■ What is expected ■
Scan the entries below for the word "bridge". Copy each line that has it.

# # # # #

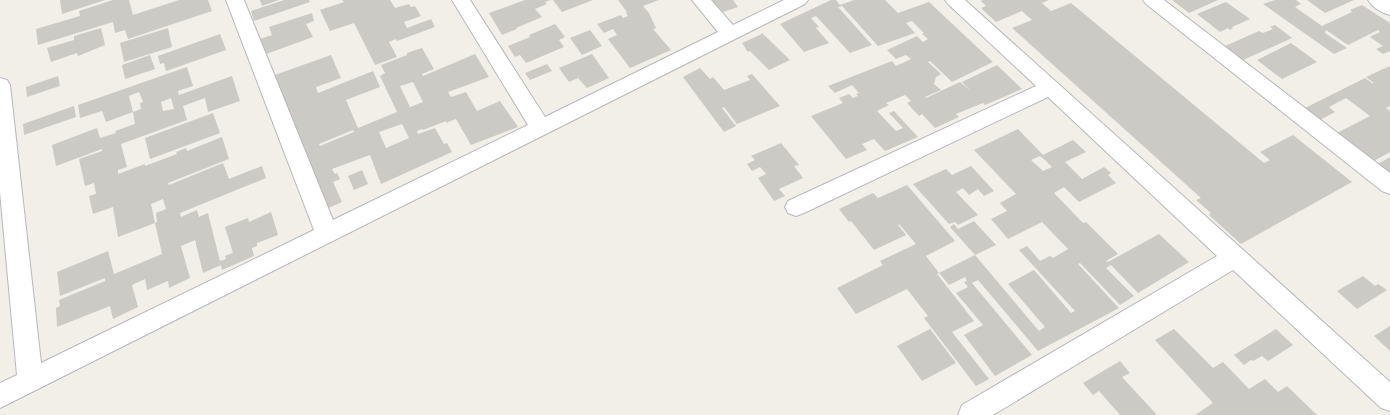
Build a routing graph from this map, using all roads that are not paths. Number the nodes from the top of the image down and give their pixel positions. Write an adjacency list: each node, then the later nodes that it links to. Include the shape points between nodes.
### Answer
1 (235, 0): 15 (street)
2 (461, 0): 12 (street)
3 (701, 0): 9 (street)
4 (800, 0): 9 (street)
5 (954, 0): 11 (street)
6 (1152, 0): 13 (street)
7 (1377, 0): 8 (street)
8 (1390, 8)
9 (730, 34): 12 (street)
10 (0, 85): 17 (street)
11 (1050, 88): 14 (street); 16 (street)
12 (541, 128): 15 (street)
13 (1390, 185)
14 (796, 207)
15 (326, 234): 17 (street)
16 (1235, 257): 19 (street); 20 (street)
17 (30, 381): 18 (street)
18 (0, 396)
19 (1390, 399)
20 (971, 414)

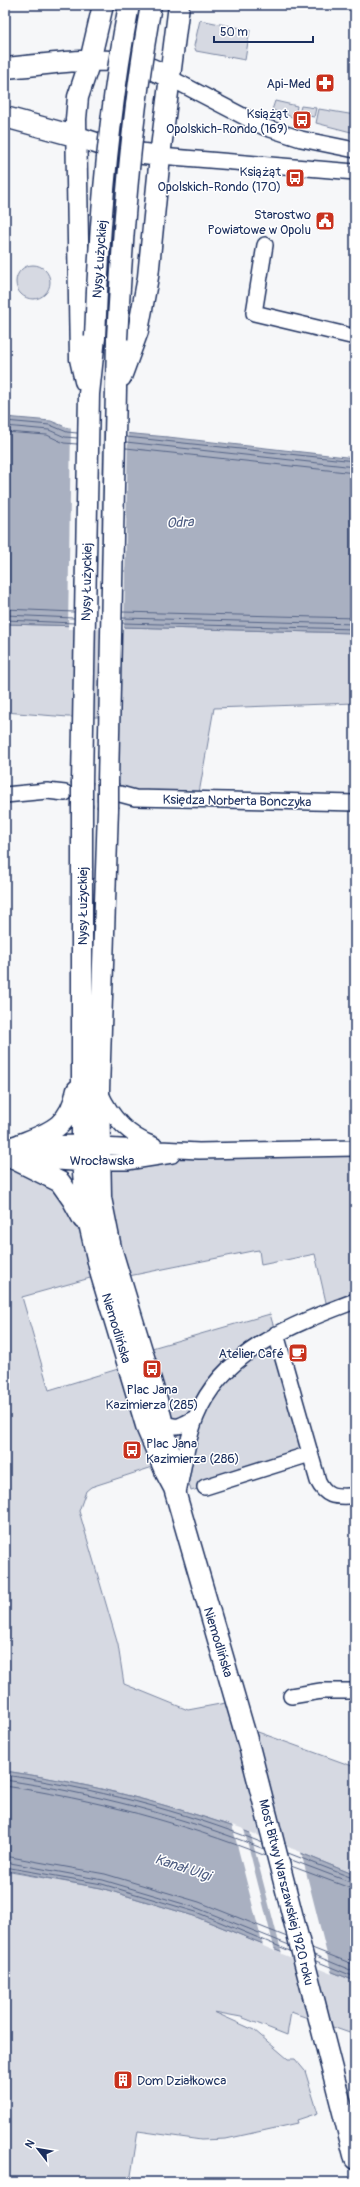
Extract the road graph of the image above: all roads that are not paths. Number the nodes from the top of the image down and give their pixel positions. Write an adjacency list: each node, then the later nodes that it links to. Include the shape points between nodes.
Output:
1 (103, 5): 5 (main road)
2 (129, 5): 15 (main road, Nysy Łużyckiej, bridge, via 109,137 98,254 95,337)
3 (151, 5): 16 (main road, Nysy Łużyckiej, bridge, via 132,133 123,232)
4 (180, 5): 7 (main road)
5 (90, 61): 6 (main road); 7 (main road, via 131,63 151,68); 9 (main road, via 78,97)
6 (5, 68)
7 (170, 78): 10 (street, via 264,127 301,139); 11 (main road)
8 (5, 117): 9 (main road)
9 (78, 137): 11 (main road, via 120,151); 15 (main road)
10 (355, 150)
11 (160, 156): 12 (street); 16 (main road, via 143,307 138,331)
12 (355, 172)
13 (265, 245): 14 (street, via 254,313)
14 (355, 337)
15 (87, 359): 21 (main road, Nysy Łużyckiej, bridge, via 89,394 82,782)
16 (115, 394): 19 (main road, Nysy Łużyckiej, via 109,713)
17 (66, 793): 18 (street, via 47,791)
18 (5, 795)
19 (112, 795): 20 (street, Księdza Norberta Bonczyka, via 136,798); 22 (main road, Nysy Łużyckiej)
20 (355, 803)
21 (82, 1062): 26 (main road, via 74,1103 66,1119 56,1128); 27 (main road, Nysy Łużyckiej)
22 (99, 1090): 23 (street, via 112,1114 128,1130); 27 (main road, Nysy Łużyckiej)
23 (163, 1148): 25 (street, Wrocławska); 27 (street, Wrocławska)
24 (355, 1148): 25 (street, Wrocławska)
25 (198, 1151): 27 (street, Wrocławska, via 127,1162)
26 (8, 1152): 27 (main road, Wrocławska); 28 (main road, via 60,1182)
27 (92, 1154): 28 (main road, Niemodlińska, via 84,1193); 32 (main road, Niemodlińska, via 105,1224)
28 (91, 1236): 35 (main road, Niemodlińska, via 147,1429)
29 (355, 1301): 30 (street)
30 (276, 1334): 31 (street, via 249,1352 221,1378 208,1393); 33 (street)
31 (195, 1418): 32 (street, via 173,1428); 35 (street)
32 (163, 1423): 35 (main road, Niemodlińska, via 174,1469)
33 (310, 1454): 34 (street); 36 (street, via 322,1489 336,1496)
34 (205, 1487)
35 (176, 1492): 39 (main road, Niemodlińska)
36 (355, 1496)
37 (355, 1691): 38 (street, via 321,1691)
38 (291, 1696)
39 (250, 1750): 40 (main road, Most Bitwy Warszawskiej 1920 roku)
40 (355, 2159)

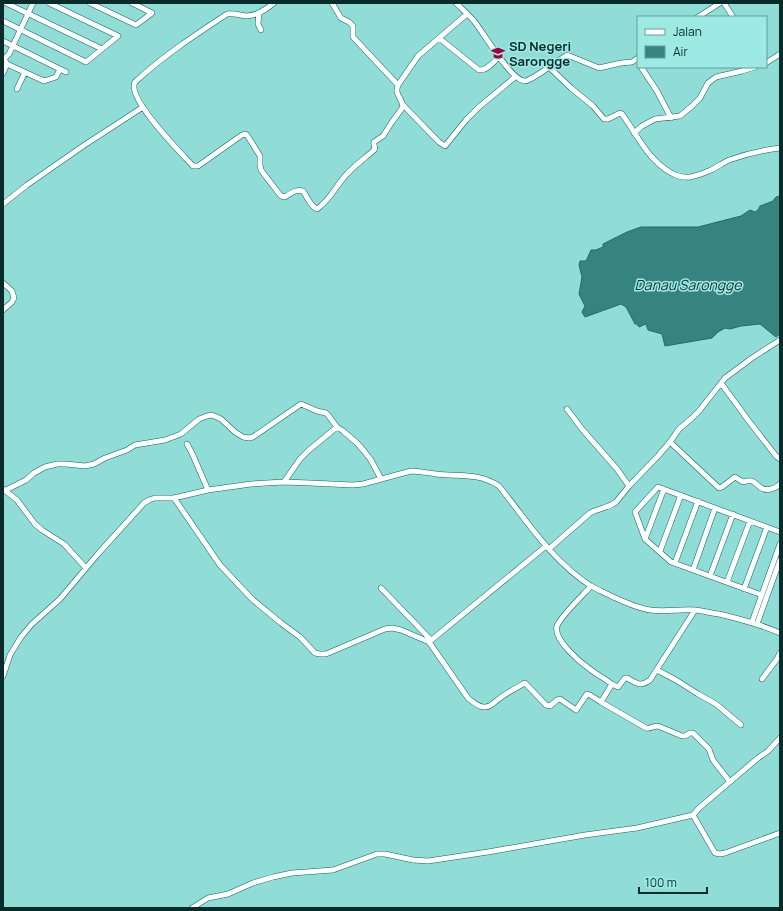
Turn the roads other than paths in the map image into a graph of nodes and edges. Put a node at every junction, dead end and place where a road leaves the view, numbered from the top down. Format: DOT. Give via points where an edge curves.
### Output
graph roads {
  1 [pos="6,3"];
  2 [pos="33,3"];
  3 [pos="49,3"];
  4 [pos="90,3"];
  5 [pos="132,3"];
  6 [pos="274,3"];
  7 [pos="332,3"];
  8 [pos="456,3"];
  9 [pos="720,3"];
  10 [pos="724,3"];
  11 [pos="259,13"];
  12 [pos="28,14"];
  13 [pos="467,14"];
  14 [pos="700,16"];
  15 [pos="732,16"];
  16 [pos="3,22"];
  17 [pos="20,30"];
  18 [pos="260,30"];
  19 [pos="439,38"];
  20 [pos="3,42"];
  21 [pos="13,46"];
  22 [pos="102,49"];
  23 [pos="780,54"];
  24 [pos="499,56"];
  25 [pos="637,60"];
  26 [pos="5,61"];
  27 [pos="767,62"];
  28 [pos="549,67"];
  29 [pos="642,68"];
  30 [pos="752,68"];
  31 [pos="60,69"];
  32 [pos="25,72"];
  33 [pos="66,72"];
  34 [pos="3,74"];
  35 [pos="516,77"];
  36 [pos="398,84"];
  37 [pos="17,89"];
  38 [pos="403,105"];
  39 [pos="143,107"];
  40 [pos="671,118"];
  41 [pos="634,133"];
  42 [pos="780,148"];
  43 [pos="3,204"];
  44 [pos="3,283"];
  45 [pos="3,310"];
  46 [pos="780,340"];
  47 [pos="721,383"];
  48 [pos="567,409"];
  49 [pos="337,426"];
  50 [pos="670,442"];
  51 [pos="187,444"];
  52 [pos="780,459"];
  53 [pos="381,479"];
  54 [pos="284,482"];
  55 [pos="780,484"];
  56 [pos="629,486"];
  57 [pos="664,488"];
  58 [pos="4,490"];
  59 [pos="208,490"];
  60 [pos="681,495"];
  61 [pos="174,498"];
  62 [pos="698,501"];
  63 [pos="715,508"];
  64 [pos="733,514"];
  65 [pos="750,521"];
  66 [pos="767,527"];
  67 [pos="780,532"];
  68 [pos="645,538"];
  69 [pos="780,544"];
  70 [pos="547,547"];
  71 [pos="660,552"];
  72 [pos="780,560"];
  73 [pos="675,563"];
  74 [pos="86,568"];
  75 [pos="692,570"];
  76 [pos="710,576"];
  77 [pos="727,582"];
  78 [pos="591,586"];
  79 [pos="381,588"];
  80 [pos="744,589"];
  81 [pos="762,595"];
  82 [pos="695,610"];
  83 [pos="754,623"];
  84 [pos="780,633"];
  85 [pos="430,641"];
  86 [pos="780,653"];
  87 [pos="657,670"];
  88 [pos="3,676"];
  89 [pos="762,679"];
  90 [pos="612,684"];
  91 [pos="600,702"];
  92 [pos="741,725"];
  93 [pos="780,738"];
  94 [pos="730,782"];
  95 [pos="693,815"];
  96 [pos="780,833"];
  97 [pos="192,908"];
  1 -- 12 [label="street"];
  2 -- 12 [label="street"];
  3 -- 22 [label="street" via="118,36"];
  4 -- 5 [label="street" via="136,25 152,13"];
  6 -- 11 [label="street"];
  7 -- 36 [label="street" via="341,18 353,26 353,37"];
  8 -- 13 [label="street"];
  9 -- 14 [label="street"];
  10 -- 15 [label="street"];
  11 -- 18 [label="street"];
  11 -- 39 [label="street" via="248,16 227,14 195,34 150,69 134,85"];
  12 -- 17 [label="street"];
  12 -- 22 [label="street"];
  13 -- 19 [label="street"];
  13 -- 24 [label="street"];
  16 -- 17 [label="street"];
  17 -- 21 [label="street"];
  17 -- 22 [label="street" via="86,62"];
  19 -- 24 [label="street" via="481,71"];
  19 -- 36 [label="street" via="418,56"];
  20 -- 21 [label="street"];
  21 -- 26 [label="street"];
  21 -- 31 [label="street"];
  23 -- 27 [label="street"];
  24 -- 35 [label="street"];
  25 -- 28 [label="street" via="599,68 567,55"];
  26 -- 32 [label="street"];
  26 -- 34 [label="street"];
  28 -- 35 [label="street" via="527,81"];
  28 -- 41 [label="street" via="604,119 622,114"];
  29 -- 40 [label="street"];
  30 -- 40 [label="street" via="716,77 708,83 692,106 680,116"];
  31 -- 32 [label="street" via="56,77 44,81"];
  31 -- 33 [label="street"];
  32 -- 37 [label="street"];
  35 -- 38 [label="street" via="479,107 445,146 438,142"];
  36 -- 38 [label="street" via="397,94"];
  38 -- 39 [label="street" via="383,136 374,142 374,150 348,173 330,197 317,209 303,192 298,190 285,197 280,196 261,170 260,156 247,135 242,135 198,166 193,166"];
  39 -- 43 [label="street" via="82,146"];
  40 -- 41 [label="street" via="655,119"];
  41 -- 42 [label="street" via="663,168 686,177 701,174 728,161"];
  44 -- 45 [label="street" via="12,291 14,298"];
  46 -- 47 [label="street"];
  47 -- 50 [label="street"];
  47 -- 52 [label="street"];
  48 -- 56 [label="street"];
  49 -- 53 [label="street" via="364,451"];
  49 -- 54 [label="street" via="300,459"];
  49 -- 58 [label="street" via="326,413 301,404 249,438 243,437 212,415 198,419 181,434 165,440 135,445 94,464 57,464 45,467 26,480"];
  50 -- 55 [label="street" via="719,488 735,477 743,482 750,480 766,490"];
  50 -- 56 [label="street"];
  51 -- 59 [label="street"];
  53 -- 54 [label="street" via="353,485"];
  53 -- 70 [label="street" via="415,471 470,475 495,483"];
  54 -- 59 [label="street"];
  56 -- 70 [label="street" via="616,502 590,513"];
  57 -- 60 [label="street"];
  57 -- 68 [label="street"];
  57 -- 68 [label="street" via="658,487 635,512"];
  58 -- 74 [label="street" via="17,500 35,524 64,544"];
  59 -- 61 [label="street"];
  60 -- 62 [label="street"];
  60 -- 71 [label="street"];
  61 -- 74 [label="street" via="155,498 144,503"];
  61 -- 85 [label="street" via="220,565 257,604 300,636 315,653 326,654 392,628"];
  62 -- 63 [label="street"];
  62 -- 73 [label="street"];
  63 -- 64 [label="street"];
  63 -- 75 [label="street"];
  64 -- 65 [label="street"];
  64 -- 76 [label="street"];
  65 -- 66 [label="street"];
  65 -- 77 [label="street"];
  66 -- 67 [label="street"];
  66 -- 80 [label="street"];
  68 -- 71 [label="street"];
  69 -- 81 [label="street"];
  70 -- 78 [label="street"];
  70 -- 85 [label="street"];
  71 -- 73 [label="street"];
  72 -- 83 [label="street"];
  73 -- 75 [label="street"];
  74 -- 88 [label="street" via="60,599 21,637 10,655"];
  75 -- 76 [label="street"];
  76 -- 77 [label="street"];
  77 -- 80 [label="street"];
  78 -- 82 [label="street" via="636,607 650,610"];
  78 -- 90 [label="street" via="557,625 557,631 571,653"];
  79 -- 85 [label="street"];
  80 -- 81 [label="street"];
  81 -- 83 [label="street"];
  82 -- 83 [label="street"];
  82 -- 87 [label="street"];
  83 -- 84 [label="street"];
  85 -- 91 [label="street" via="468,698 482,707 490,706 525,683 548,706 560,699 577,710 587,694"];
  86 -- 89 [label="street"];
  87 -- 90 [label="street" via="650,680 642,685 626,678 618,687"];
  87 -- 92 [label="street" via="716,704"];
  90 -- 91 [label="street"];
  91 -- 94 [label="street" via="646,728 658,726 682,736 693,734 709,749 713,760"];
  93 -- 94 [label="street"];
  94 -- 95 [label="street"];
  95 -- 96 [label="street" via="717,854"];
  95 -- 97 [label="street" via="637,828 428,861 377,854 333,870 273,877 228,894 208,898"];
}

# # # # #

■ Output of the exercise ■
2 (129, 5): 15 (main road, Nysy Łużyckiej, bridge, via 109,137 98,254 95,337)
3 (151, 5): 16 (main road, Nysy Łużyckiej, bridge, via 132,133 123,232)
15 (87, 359): 21 (main road, Nysy Łużyckiej, bridge, via 89,394 82,782)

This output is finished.